Sono tantissimi gli esempi che si potrebbero fare se volessimo considerare l’aspetto più umano dei nostri cestisti preferiti per evidenziare come, sia con atti pratici (di beneficenza vera e propria o più spontanei) che sul piano teorico, l’influenza positiva che hanno sul mondo sia davvero enorme.
Lasciando stare discorsi che andrebbero a vertere su aspetti economici e sociali e quindi soffermandoci sull’ispirazione che deriva dal guardare in azione i nostri agonisti preferiti, è importante osservarli da due prospettive, in antitesi tra di loro ma che per questo convivono in ciascun caso li si esamini: da una parte c’è il desiderio di emularli e sognare di poter fare ciò che ci incanta, dall’altra la consapevolezza che in novantanove casi su cento non saremo mai in grado di raggiungere quel livello. Da questa bidimensionalità, spesso inconsapevolmente e senza farne un’analisi così lucida, nelle nostre teste si crea il mito.
Secondo la definizione del dizionario Treccani il mito è l’dealizzazione di un evento o personaggio storico che assume, nella coscienza dei posteri o anche dei contemporanei, carattere e proporzione quasi leggendario, esercitando un forte potere di attrazione sulla fantasia e sul sentimento di un popolo o di un’età. Chi esamina il basket da un punto di vista prettamente statistico non sarà d’accordo magari, ma non si può negare che nel complesso questa componente così irrazionale e per certi versi romantica è ciò che alimenta più di ogni altra cosa la passione di noi fan.
Il fatto di essere costantemente sotto i riflettori rende questa iconicità ancora maggiore, facendo in modo che si creino narrative e personaggi dalle varie sfaccettature, soprattutto nell’ultima decade che vede una così grossa presenza ed influenza dei canali social. Non è una sorpresa quindi che, considerati tutti questi aspetti, prima o poi a qualcuno venisse in mente di provare a rendere questi personaggi già protagonisti di una vita reale dalle sfumature cinematografiche, dei veri propri attori.

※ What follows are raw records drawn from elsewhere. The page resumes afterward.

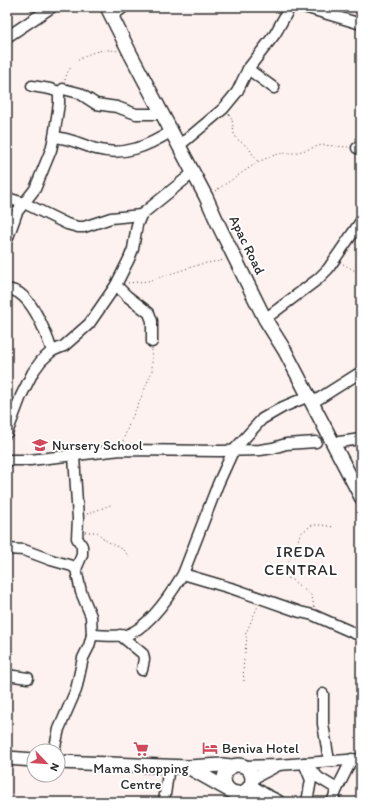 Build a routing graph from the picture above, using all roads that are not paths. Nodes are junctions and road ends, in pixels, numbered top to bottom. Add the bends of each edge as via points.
1 (52, 7) edge
2 (124, 7) edge
3 (290, 7) edge
4 (304, 7) edge
5 (109, 11) edge
6 (361, 24) edge
7 (7, 37) edge
8 (248, 69) junction
9 (32, 86) dead end
10 (63, 88) road end
11 (274, 88) dead end
12 (163, 115) junction
13 (172, 131) junction
14 (54, 137) junction
15 (180, 145) junction
16 (194, 172) junction
17 (7, 198) edge
18 (24, 203) junction
19 (141, 215) junction
20 (361, 220) edge
21 (7, 240) edge
22 (117, 286) junction
23 (7, 289) edge
24 (265, 319) junction
25 (152, 342) road end
26 (52, 350) junction
27 (361, 372) edge
28 (311, 400) junction
29 (7, 433) edge
30 (361, 439) edge
31 (316, 442) dead end
32 (332, 443) junction
33 (233, 451) junction
34 (74, 456) junction
35 (7, 460) edge
36 (361, 497) edge
37 (7, 549) edge
38 (76, 569) junction
39 (183, 574) junction
40 (92, 635) junction
41 (120, 635) junction
42 (361, 636) edge
43 (142, 670) dead end
44 (7, 675) edge
45 (28, 678) dead end
46 (323, 694) dead end
47 (56, 743) edge
48 (7, 758) edge
49 (26, 759) edge
50 (356, 759) edge
51 (329, 761) junction
52 (66, 762) edge
53 (304, 762) junction
54 (278, 765) junction
55 (169, 766) junction
56 (237, 766) junction
57 (188, 767) junction
58 (248, 786) junction
59 (227, 789) junction
60 (337, 789) junction
61 (260, 799) edge
62 (164, 802) edge
63 (278, 802) edge
64 (307, 802) edge
65 (332, 802) edge

1 - 7 street
2 - 5 street
3 - 8 street via 275,34
4 - 6 street
5 - 12 main road, Apac Road
8 - 11 street
8 - 15 street via 237,92 223,108
9 - 14 street via 59,92 60,103
10 - 12 street via 80,93 96,104 117,107 136,114
12 - 13 main road, Apac Road
13 - 14 street via 144,146 116,152 95,149
13 - 15 main road, Apac Road
14 - 18 street via 35,189
15 - 16 main road, Apac Road
16 - 19 street
16 - 24 main road, Apac Road
17 - 18 street
18 - 19 street via 78,227 111,218
18 - 21 street via 17,212
19 - 22 street via 130,259
20 - 24 street via 328,270
22 - 25 street via 149,313 152,321
22 - 26 street via 89,324 64,346
23 - 26 street via 19,293 30,304
24 - 28 main road, Apac Road
26 - 29 street via 33,372
27 - 28 street
28 - 32 main road, Apac Road
28 - 33 street via 283,407 262,419
30 - 32 street
31 - 33 street
32 - 36 main road, Apac Road
33 - 34 street via 121,450
33 - 39 street
34 - 35 street
34 - 38 street via 77,538 82,546 82,555
37 - 38 street via 24,550
38 - 40 street via 81,592 91,616
39 - 41 street via 155,615 138,630
39 - 42 street via 313,615
40 - 41 street
40 - 47 street via 83,658 76,690 59,728
41 - 43 street via 143,654
44 - 45 street
46 - 51 street via 323,724
48 - 49 main road
50 - 51 street
50 - 60 street
51 - 53 street
52 - 55 main road
53 - 54 street
53 - 60 street via 319,778
53 - 64 street via 311,780
54 - 56 street
54 - 58 street
55 - 57 main road
55 - 62 street
56 - 57 main road
56 - 58 main road via 250,771
56 - 59 main road via 225,772 223,781
57 - 59 main road
58 - 59 main road via 234,793
58 - 61 main road
60 - 65 street
61 - 63 main road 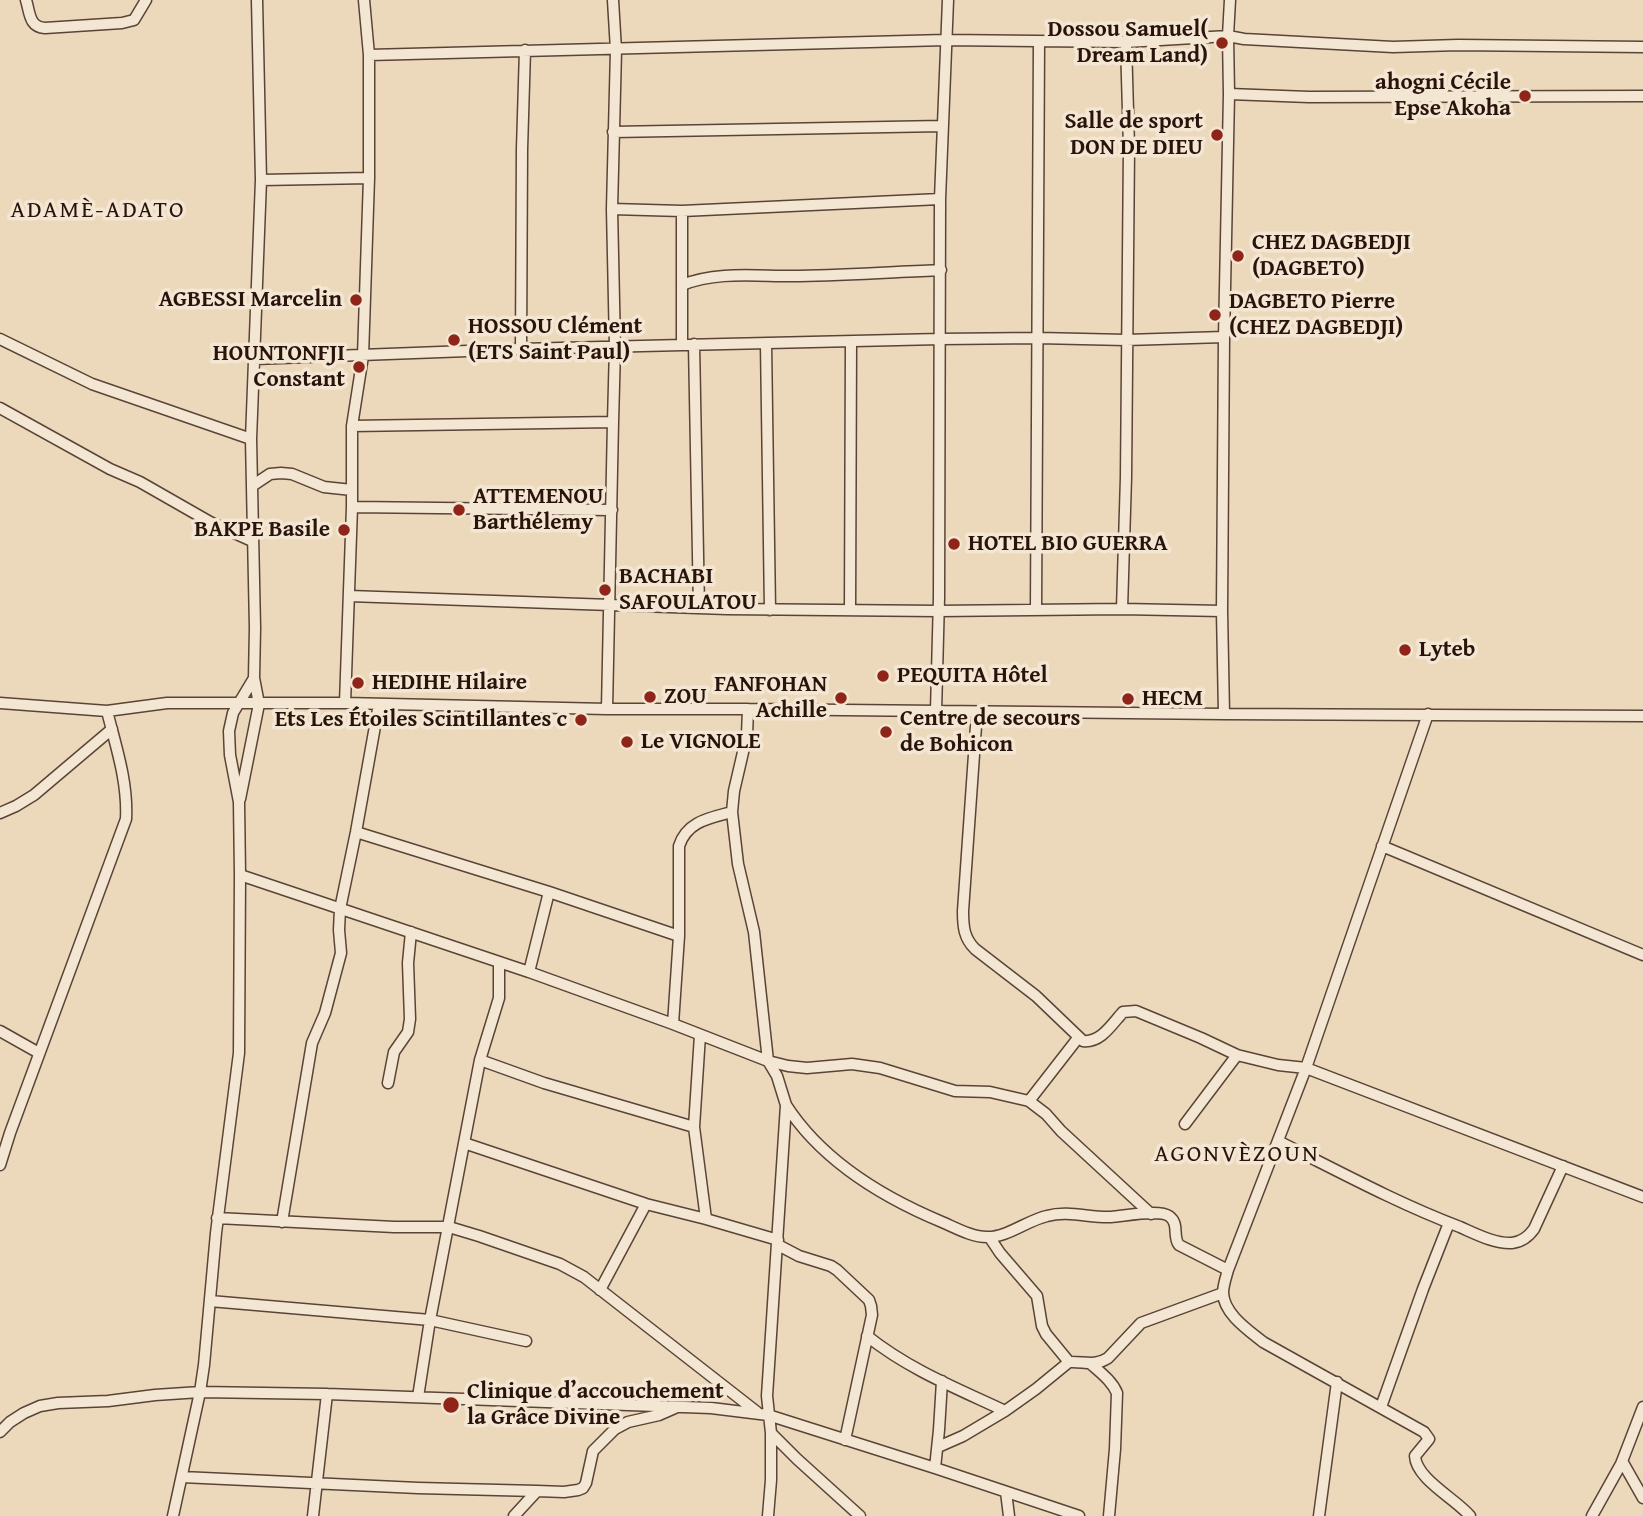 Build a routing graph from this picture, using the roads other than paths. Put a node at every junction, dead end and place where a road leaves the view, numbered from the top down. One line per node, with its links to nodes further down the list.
1 (26, 0): 2 (street)
2 (146, 0)
3 (257, 0): 21 (street)
4 (363, 0): 15 (street)
5 (612, 0): 14 (street)
6 (948, 0): 9 (street)
7 (1230, 0): 8 (street)
8 (1228, 36): 11 (street); 12 (street); 16 (street)
9 (946, 40): 10 (street); 14 (street); 18 (street)
10 (1039, 42): 11 (street); 28 (street)
11 (1126, 42): 31 (street)
12 (1643, 47)
13 (525, 50): 14 (street); 15 (street); 37 (street)
14 (616, 50): 19 (street)
15 (369, 55): 20 (street)
16 (1229, 94): 17 (street); 27 (street)
17 (1643, 96)
18 (943, 126): 19 (street); 22 (street)
19 (614, 132): 23 (street)
20 (369, 178): 21 (street); 38 (street)
21 (261, 180): 39 (street)
22 (940, 199): 24 (street); 25 (street)
23 (612, 209): 24 (street); 36 (street)
24 (682, 211): 26 (street)
25 (941, 270): 26 (street); 29 (street)
26 (682, 285): 34 (street)
27 (1224, 337): 31 (street); 57 (street)
28 (1038, 338): 29 (street); 31 (street); 55 (street)
29 (940, 339): 32 (street); 56 (street)
30 (0, 340): 43 (street)
31 (1126, 340): 52 (street)
32 (851, 342): 33 (street); 54 (street)
33 (766, 344): 35 (street); 53 (street)
34 (682, 345): 35 (street); 36 (street)
35 (694, 345): 51 (street)
36 (615, 347): 37 (street); 41 (street)
37 (521, 349): 38 (street)
38 (363, 356): 39 (street); 42 (street)
39 (254, 359): 43 (street)
40 (0, 408): 48 (street)
41 (613, 422): 42 (street); 47 (street)
42 (352, 426): 45 (street)
43 (250, 439): 44 (street)
44 (252, 486): 45 (street); 48 (street)
45 (352, 490): 46 (street)
46 (352, 507): 47 (street); 49 (street)
47 (612, 510): 50 (street)
48 (252, 541): 58 (street)
49 (349, 596): 50 (street); 60 (street)
50 (610, 606): 51 (street); 64 (street)
51 (699, 608): 53 (street)
52 (1122, 609): 55 (street); 57 (street)
53 (770, 610): 54 (street)
54 (850, 610): 56 (street)
55 (1036, 610): 56 (street)
56 (938, 611): 67 (street)
57 (1222, 611): 69 (street)
58 (254, 678): 61 (street); 62 (street)
59 (0, 703): 66 (street)
60 (345, 703): 62 (street); 63 (street)
61 (238, 704): 62 (street); 66 (street); 73 (street)
62 (259, 704): 73 (street)
63 (379, 704): 64 (street); 76 (street)
64 (607, 709): 65 (street)
65 (748, 709): 67 (street); 74 (street)
66 (107, 711): 72 (street)
67 (936, 711): 68 (street)
68 (977, 712): 69 (street); 89 (street)
69 (1224, 714): 70 (street)
70 (1428, 714): 71 (street); 77 (street)
71 (1643, 716)
72 (112, 729): 75 (street); 90 (street)
73 (239, 802): 78 (street)
74 (732, 812): 82 (street); 93 (street)
75 (0, 813)
76 (356, 832): 79 (street); 80 (street)
77 (1382, 846): 83 (street); 94 (street)
78 (240, 875): 80 (street); 108 (street)
79 (549, 892): 82 (street); 85 (street)
80 (340, 909): 81 (street); 110 (street)
81 (411, 932): 84 (street); 95 (street)
82 (679, 936): 86 (street)
83 (1643, 955)
84 (499, 963): 85 (street); 92 (street)
85 (528, 972): 86 (street)
86 (673, 1024): 88 (street)
87 (0, 1031): 90 (street)
88 (700, 1035): 93 (street); 99 (street)
89 (1078, 1038): 91 (street); 96 (street)
90 (39, 1053): 100 (street)
91 (1237, 1055): 94 (street); 98 (street)
92 (480, 1060): 99 (street); 102 (street)
93 (768, 1061): 96 (street); 97 (street)
94 (1306, 1068): 101 (street); 104 (street)
95 (388, 1083)
96 (1029, 1101): 107 (street)
97 (786, 1105): 113 (street); 114 (street)
98 (1185, 1124)
99 (694, 1127): 109 (street)
100 (5, 1130): 103 (street)
101 (1278, 1142): 111 (street); 115 (street)
102 (464, 1143): 106 (street); 112 (street)
103 (0, 1165)
104 (1563, 1166): 105 (street); 111 (street)
105 (1643, 1196)
106 (646, 1203): 109 (street); 116 (street)
107 (1151, 1214): 113 (street); 115 (street)
108 (217, 1218): 110 (street); 118 (street)
109 (706, 1219): 114 (street)
110 (282, 1222): 112 (street)
111 (1449, 1223): 130 (street)
112 (449, 1227): 116 (street); 119 (street)
113 (990, 1238): 122 (street)
114 (778, 1243): 120 (street); 133 (street)
115 (1228, 1270): 117 (street)
116 (600, 1290): 133 (street)
117 (1223, 1293): 123 (street); 125 (street)
118 (210, 1301): 119 (street); 126 (street)
119 (430, 1320): 121 (street); 128 (street)
120 (867, 1336): 124 (street); 136 (street)
121 (526, 1341)
122 (1069, 1362): 123 (street); 132 (street)
123 (1091, 1364): 152 (street)
124 (942, 1381): 132 (street); 137 (street)
125 (1337, 1382): 130 (street); 153 (street)
126 (200, 1392): 127 (street); 134 (street); 140 (street)
127 (327, 1394): 128 (street); 141 (street)
128 (418, 1398): 129 (street)
129 (681, 1406): 133 (street); 142 (street)
130 (1381, 1407): 154 (street)
131 (1643, 1407): 138 (street)
132 (1005, 1410): 137 (street)
133 (763, 1414): 135 (street); 136 (street)
134 (0, 1432)
135 (771, 1433): 148 (street); 149 (street)
136 (845, 1440): 139 (street)
137 (938, 1447): 139 (street)
138 (1622, 1461): 144 (street); 155 (street)
139 (935, 1468): 143 (street)
140 (182, 1477): 141 (street); 145 (street)
141 (318, 1483): 142 (street); 146 (street)
142 (537, 1491): 147 (street)
143 (1006, 1492): 150 (street); 151 (street)
144 (1643, 1498)
145 (173, 1516)
146 (313, 1516)
147 (514, 1516)
148 (768, 1516)
149 (860, 1516)
150 (1009, 1516)
151 (1079, 1516)
152 (1109, 1516)
153 (1319, 1516)
154 (1471, 1516)
155 (1592, 1516)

In quest’articolo dedicato all’influenza cestistica sul mondo di Hollywood ci dedicheremo agli albori di questo processo, avvenuto gradualmente a partire dagli anni settanta del secolo scorso, partendo dai protagonisti per poi parlare dei film in cui hanno recitato.
Kareem Abdul Jabbar
Nato col nome di Lew Alcindor, ma universalmente noto come Kareem Abdul Jabbar dopo la sua conversione all’Islam, il pluricampione NBA ed MVP della lega è stato la prima icona della pallacanestro ad avere un ruolo di rilievo in una pellicola cinematografica. È il caso di “The Game Of Death”, film d’azione/arti marziali pubblicato nel 1978, diretto ed interpretato da Bruce Lee.
The Game of Death (1978)

Questo film si presenta come l’ultimo episodio della trilogia dedicata al personaggio di Billy Lo Chen: rimase incompiuto a causa della prematura scomparsa di Lee avvenuta nel 1973 e venne completato qualche anno più tardi. Il filo conduttore della storia che ci viene presentata si basa su una ricerca spirituale del protagonista che si trova ad affrontare una serie di avversari sempre più forti in seguito ad un ricatto che ha visto il rapimento dei propri familiari: man mano che Chen affronta e sconfigge i propri nemici, ad una vittoria fisica corrisponderà un arricchimento spirituale.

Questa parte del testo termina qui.